Kurz darauf erhalte ich die Nachricht aus der morgendlichen Sicherheitsbesprechung der Buchmesse. Es wird wahrscheinlicher, dass es bei der Verleihung Störversuche geben könnte. Wir beschließen, dass ich bei meiner Einführung vor der Preisverleihung dem Publikum mitteilen werde, dass niemand unbefugt ans Pult treten dürfe, die Sicherheit vor Ort würde dies zu verhindern wissen.
Frauke Müller und Heidrun Gebhardt übernehmen nun ganz die Betreuung unseres Preisträgers. Sie erleben eine Pressekonferenz mit enormem Medienecho, während ich vor der Tür Telefonate führe. Gegen Mittag gibt es schon erste Anzeichen einer Entwarnung, nachmittags zeigt sich das BKA zufrieden. Die Politik kann kommen, ein Hoch auf die Sicherheit. Ansonsten ist alles ist ruhig. Die Probleme sind gelöst …
Am nächsten Tag bei der Generalprobe fliegt Salman Rushdie in die Herzen der ZDF-Mitarbeiter:innen. Sie sind von seinem Charme und seinem Witz begeistert. Beim Lesen seiner Dankesrede stellt er fest, dass die Schriftgröße zu klein ist. Ich verspreche ihm einen neuen Ausdruck. Immer und immer wieder proben wir mit ihm verschiedene Szenen, die für die Verleihung wichtig sind, bis mich der für die Übertragung verantwortliche Redakteur zur Seite nimmt. Es gebe Hinweise, dass am Sonntagmorgen die Bodenoffensive der israelischen Armee in den Gazastreifen beginnen könnte. Man wisse noch nichts Genaues, plane Sondersendungen, halte aber an der Live-Übertragung des Friedenspreises auf jeden Fall fest.

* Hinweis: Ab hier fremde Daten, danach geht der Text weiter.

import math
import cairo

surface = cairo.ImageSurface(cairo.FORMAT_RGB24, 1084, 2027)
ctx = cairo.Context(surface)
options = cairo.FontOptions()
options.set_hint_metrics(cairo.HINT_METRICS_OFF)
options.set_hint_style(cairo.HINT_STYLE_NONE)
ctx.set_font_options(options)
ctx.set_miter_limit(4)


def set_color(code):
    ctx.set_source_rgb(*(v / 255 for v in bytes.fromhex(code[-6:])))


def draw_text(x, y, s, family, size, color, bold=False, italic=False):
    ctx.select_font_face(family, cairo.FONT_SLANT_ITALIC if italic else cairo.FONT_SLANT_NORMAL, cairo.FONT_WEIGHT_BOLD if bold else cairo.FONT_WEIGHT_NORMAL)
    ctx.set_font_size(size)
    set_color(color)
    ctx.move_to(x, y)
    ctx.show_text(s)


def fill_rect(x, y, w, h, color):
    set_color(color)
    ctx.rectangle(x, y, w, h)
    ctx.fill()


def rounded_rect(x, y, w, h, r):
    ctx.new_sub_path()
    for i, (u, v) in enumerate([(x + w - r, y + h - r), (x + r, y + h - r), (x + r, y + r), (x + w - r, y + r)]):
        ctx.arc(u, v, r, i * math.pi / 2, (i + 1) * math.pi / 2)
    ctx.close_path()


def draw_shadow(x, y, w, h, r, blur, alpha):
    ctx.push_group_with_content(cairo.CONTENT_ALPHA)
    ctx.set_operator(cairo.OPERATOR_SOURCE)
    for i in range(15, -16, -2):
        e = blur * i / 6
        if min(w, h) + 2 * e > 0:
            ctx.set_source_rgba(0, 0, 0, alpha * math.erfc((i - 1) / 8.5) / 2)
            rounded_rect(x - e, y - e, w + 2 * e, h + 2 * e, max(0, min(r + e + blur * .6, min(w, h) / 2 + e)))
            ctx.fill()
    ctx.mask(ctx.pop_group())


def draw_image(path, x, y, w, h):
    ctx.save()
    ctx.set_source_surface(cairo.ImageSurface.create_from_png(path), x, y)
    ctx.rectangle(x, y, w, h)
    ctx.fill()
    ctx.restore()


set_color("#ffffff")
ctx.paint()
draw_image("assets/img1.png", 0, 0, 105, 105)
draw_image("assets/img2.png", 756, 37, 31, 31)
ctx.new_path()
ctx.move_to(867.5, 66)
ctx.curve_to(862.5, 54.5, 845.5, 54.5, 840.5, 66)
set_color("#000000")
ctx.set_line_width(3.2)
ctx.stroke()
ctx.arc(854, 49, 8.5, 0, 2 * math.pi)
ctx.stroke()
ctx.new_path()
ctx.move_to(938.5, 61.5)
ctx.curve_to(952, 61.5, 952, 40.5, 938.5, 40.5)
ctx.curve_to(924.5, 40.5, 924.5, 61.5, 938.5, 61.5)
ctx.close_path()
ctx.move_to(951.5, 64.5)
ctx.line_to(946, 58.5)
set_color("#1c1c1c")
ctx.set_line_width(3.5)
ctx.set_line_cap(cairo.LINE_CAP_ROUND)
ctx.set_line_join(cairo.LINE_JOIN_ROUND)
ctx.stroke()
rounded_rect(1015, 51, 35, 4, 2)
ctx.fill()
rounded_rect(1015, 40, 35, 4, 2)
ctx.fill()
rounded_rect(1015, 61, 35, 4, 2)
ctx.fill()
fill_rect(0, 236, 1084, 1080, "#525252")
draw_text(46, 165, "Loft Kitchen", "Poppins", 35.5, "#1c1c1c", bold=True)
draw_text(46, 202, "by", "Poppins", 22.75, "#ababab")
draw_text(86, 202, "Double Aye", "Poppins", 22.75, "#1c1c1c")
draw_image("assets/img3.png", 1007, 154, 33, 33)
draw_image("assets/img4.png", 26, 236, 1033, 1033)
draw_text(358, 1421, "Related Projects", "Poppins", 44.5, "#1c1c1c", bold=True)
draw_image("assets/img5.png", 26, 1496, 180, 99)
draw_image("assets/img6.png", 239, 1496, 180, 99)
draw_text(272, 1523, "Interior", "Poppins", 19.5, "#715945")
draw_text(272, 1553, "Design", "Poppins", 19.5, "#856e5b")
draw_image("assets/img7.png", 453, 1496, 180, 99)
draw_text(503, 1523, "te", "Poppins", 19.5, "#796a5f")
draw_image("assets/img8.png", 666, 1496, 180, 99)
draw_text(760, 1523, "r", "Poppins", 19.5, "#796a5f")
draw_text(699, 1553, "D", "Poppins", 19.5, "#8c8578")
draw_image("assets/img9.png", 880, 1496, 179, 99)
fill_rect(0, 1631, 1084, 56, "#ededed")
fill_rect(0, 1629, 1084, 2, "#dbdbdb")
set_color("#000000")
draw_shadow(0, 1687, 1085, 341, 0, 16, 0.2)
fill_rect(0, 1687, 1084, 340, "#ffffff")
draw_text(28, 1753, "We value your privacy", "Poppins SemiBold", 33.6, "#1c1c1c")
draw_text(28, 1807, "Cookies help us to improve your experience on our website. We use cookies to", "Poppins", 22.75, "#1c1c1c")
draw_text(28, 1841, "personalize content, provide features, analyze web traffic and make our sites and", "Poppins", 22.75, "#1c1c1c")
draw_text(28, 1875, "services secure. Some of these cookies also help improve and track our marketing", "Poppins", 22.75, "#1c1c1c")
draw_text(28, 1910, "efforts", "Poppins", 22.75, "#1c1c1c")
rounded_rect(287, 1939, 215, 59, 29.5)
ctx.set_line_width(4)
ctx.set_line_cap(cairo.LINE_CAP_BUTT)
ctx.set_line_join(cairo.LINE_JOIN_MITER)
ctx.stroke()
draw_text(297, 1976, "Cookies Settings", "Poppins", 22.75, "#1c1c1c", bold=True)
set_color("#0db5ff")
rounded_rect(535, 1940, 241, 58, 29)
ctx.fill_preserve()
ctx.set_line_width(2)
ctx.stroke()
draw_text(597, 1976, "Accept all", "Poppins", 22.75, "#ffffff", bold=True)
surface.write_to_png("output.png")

Man stelle sich das vor: Von 10 bis 11 Uhr eine Sondersitzung mit Live-Schaltung nach Tel Aviv, dann 75 Minuten Friedenspreis, um anschließend wieder aus Israel zu berichten. Würde man während der Live-Übertragung aus der Paulskirche vielleicht sogar einen News-Ticker am unteren Bildrand laufen lassen? Bis jetzt haben wir die Katastrophen umschifft, Lösun-gen gefunden und die Verleihung sogar noch würdevoller und sicherer gemacht. Das hier aber übersteigt unsere Fähigkeiten.
Zum Glück ist die Mitarbeiterin des Oberbürgermeisters vor Ort, sodass wir übereinkommen, dass ich im Falle einer Bodenoffensive in meiner Vorrede um eine Schweigeminute bitten würde – für die Menschen in Israel und im Gazastreifen, aber auch in der Ukraine, im Iran und allen anderen Kriegs- und Krisengebieten. Die Welt ist im Moment alles andere als friedlich. Umso wichtiger sind solche Preise wie der unsrige.